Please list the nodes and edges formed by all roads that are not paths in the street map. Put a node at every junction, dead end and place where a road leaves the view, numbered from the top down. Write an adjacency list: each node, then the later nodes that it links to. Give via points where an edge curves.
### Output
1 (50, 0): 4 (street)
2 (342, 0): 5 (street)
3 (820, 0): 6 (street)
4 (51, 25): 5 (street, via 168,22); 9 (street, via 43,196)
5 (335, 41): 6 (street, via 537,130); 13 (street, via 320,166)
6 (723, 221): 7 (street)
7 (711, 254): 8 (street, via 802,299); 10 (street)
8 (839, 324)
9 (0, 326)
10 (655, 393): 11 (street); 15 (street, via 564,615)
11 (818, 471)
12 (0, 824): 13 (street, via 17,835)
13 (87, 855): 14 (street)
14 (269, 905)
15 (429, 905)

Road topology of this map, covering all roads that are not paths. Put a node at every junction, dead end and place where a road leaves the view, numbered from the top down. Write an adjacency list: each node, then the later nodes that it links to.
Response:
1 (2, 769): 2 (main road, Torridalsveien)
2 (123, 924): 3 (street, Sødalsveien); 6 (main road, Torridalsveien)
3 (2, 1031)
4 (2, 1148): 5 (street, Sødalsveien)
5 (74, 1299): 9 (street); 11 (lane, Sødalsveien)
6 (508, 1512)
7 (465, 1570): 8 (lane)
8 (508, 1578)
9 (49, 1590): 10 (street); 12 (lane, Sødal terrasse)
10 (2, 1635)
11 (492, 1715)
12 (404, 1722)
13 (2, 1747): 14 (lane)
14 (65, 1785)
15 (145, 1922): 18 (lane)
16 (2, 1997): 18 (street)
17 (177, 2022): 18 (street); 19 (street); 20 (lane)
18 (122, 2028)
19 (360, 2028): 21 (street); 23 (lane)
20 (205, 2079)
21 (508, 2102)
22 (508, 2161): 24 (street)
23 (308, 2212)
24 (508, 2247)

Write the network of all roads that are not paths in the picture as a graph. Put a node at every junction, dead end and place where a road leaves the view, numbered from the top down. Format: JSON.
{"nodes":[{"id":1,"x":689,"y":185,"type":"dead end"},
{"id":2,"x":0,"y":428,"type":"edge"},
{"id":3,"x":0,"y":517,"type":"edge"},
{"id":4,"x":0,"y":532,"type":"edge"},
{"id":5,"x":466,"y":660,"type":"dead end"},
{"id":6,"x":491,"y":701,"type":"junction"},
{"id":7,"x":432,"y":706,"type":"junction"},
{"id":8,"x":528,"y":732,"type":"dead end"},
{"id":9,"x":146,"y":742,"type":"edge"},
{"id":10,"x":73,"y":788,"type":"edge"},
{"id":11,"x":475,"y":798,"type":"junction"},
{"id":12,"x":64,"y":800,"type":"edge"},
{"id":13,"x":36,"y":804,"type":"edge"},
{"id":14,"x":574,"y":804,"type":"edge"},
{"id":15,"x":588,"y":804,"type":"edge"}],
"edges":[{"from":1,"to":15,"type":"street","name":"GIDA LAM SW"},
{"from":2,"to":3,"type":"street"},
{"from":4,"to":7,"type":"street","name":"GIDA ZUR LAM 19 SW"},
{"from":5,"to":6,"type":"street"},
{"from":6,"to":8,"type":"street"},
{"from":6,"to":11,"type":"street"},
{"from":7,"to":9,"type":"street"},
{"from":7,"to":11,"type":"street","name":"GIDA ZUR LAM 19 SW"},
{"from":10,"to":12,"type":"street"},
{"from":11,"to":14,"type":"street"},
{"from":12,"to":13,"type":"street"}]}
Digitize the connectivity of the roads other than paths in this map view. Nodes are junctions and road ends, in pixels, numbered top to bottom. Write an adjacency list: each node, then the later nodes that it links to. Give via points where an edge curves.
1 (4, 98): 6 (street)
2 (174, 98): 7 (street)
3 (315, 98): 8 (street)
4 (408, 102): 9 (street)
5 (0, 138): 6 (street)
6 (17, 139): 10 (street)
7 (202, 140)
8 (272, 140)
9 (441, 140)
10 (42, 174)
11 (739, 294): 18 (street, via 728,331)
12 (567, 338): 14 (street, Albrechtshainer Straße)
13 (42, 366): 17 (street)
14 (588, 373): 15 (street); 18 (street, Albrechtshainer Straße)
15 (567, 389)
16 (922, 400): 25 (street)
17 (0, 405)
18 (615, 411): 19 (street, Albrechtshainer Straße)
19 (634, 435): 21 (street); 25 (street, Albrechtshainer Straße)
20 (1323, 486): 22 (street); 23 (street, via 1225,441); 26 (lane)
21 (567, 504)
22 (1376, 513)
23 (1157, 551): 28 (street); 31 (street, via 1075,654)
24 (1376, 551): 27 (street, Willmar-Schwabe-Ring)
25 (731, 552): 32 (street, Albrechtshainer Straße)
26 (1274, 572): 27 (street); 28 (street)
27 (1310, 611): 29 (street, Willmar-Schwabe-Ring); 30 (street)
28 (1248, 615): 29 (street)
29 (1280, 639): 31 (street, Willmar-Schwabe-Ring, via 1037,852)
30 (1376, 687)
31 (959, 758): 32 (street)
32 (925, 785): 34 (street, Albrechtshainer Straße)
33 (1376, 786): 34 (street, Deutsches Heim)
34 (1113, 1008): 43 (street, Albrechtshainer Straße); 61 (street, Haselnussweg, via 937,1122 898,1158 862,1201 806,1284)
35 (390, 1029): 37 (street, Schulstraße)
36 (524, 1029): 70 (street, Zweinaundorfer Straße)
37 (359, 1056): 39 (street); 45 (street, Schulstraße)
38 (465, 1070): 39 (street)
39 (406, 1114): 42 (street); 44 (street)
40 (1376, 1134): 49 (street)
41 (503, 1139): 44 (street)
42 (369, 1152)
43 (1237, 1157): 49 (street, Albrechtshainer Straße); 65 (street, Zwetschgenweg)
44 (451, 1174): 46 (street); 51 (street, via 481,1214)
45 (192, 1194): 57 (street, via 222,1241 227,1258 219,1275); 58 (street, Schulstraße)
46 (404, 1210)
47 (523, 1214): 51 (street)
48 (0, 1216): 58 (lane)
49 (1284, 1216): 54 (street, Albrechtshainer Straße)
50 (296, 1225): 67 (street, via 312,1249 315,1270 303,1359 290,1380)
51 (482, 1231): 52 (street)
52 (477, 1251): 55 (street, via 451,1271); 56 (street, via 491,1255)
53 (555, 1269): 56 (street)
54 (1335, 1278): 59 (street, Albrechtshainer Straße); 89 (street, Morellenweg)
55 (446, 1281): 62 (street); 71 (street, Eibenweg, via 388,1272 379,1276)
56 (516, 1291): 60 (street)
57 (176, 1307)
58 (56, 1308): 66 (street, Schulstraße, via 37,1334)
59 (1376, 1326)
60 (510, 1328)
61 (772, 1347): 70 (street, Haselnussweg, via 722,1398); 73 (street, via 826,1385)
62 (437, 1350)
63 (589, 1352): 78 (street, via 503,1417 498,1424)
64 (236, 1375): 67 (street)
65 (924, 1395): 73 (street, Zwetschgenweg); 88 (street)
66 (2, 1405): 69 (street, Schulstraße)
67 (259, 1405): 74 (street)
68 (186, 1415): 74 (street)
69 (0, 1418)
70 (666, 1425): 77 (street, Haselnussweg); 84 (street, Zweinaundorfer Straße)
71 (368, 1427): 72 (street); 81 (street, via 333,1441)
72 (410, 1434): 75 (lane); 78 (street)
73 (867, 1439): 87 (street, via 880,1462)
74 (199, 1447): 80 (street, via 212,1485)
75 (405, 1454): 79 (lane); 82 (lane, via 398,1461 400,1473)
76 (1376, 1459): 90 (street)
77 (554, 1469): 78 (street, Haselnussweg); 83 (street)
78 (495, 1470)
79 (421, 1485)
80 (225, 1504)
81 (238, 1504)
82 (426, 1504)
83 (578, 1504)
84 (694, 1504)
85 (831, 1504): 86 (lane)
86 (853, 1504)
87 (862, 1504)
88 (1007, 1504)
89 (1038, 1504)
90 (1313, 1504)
++++++++++++++++++++
:: Task item ::
In the records above, each line with the string "adjacency" should be copied.

:: Answer for this exercise ::
Please list the nodes and edges formed by all roads that are not paths in the street map. Put a node at every junction, dead end and place where a road leaves the view, numbered from the top down. Write an adjacency list: each node, then the later nodes that it links to. Give via points where an edge curves.
Road topology of this map, covering all roads that are not paths. Put a node at every junction, dead end and place where a road leaves the view, numbered from the top down. Write an adjacency list: each node, then the later nodes that it links to.
Digitize the connectivity of the roads other than paths in this map view. Nodes are junctions and road ends, in pixels, numbered top to bottom. Write an adjacency list: each node, then the later nodes that it links to. Give via points where an edge curves.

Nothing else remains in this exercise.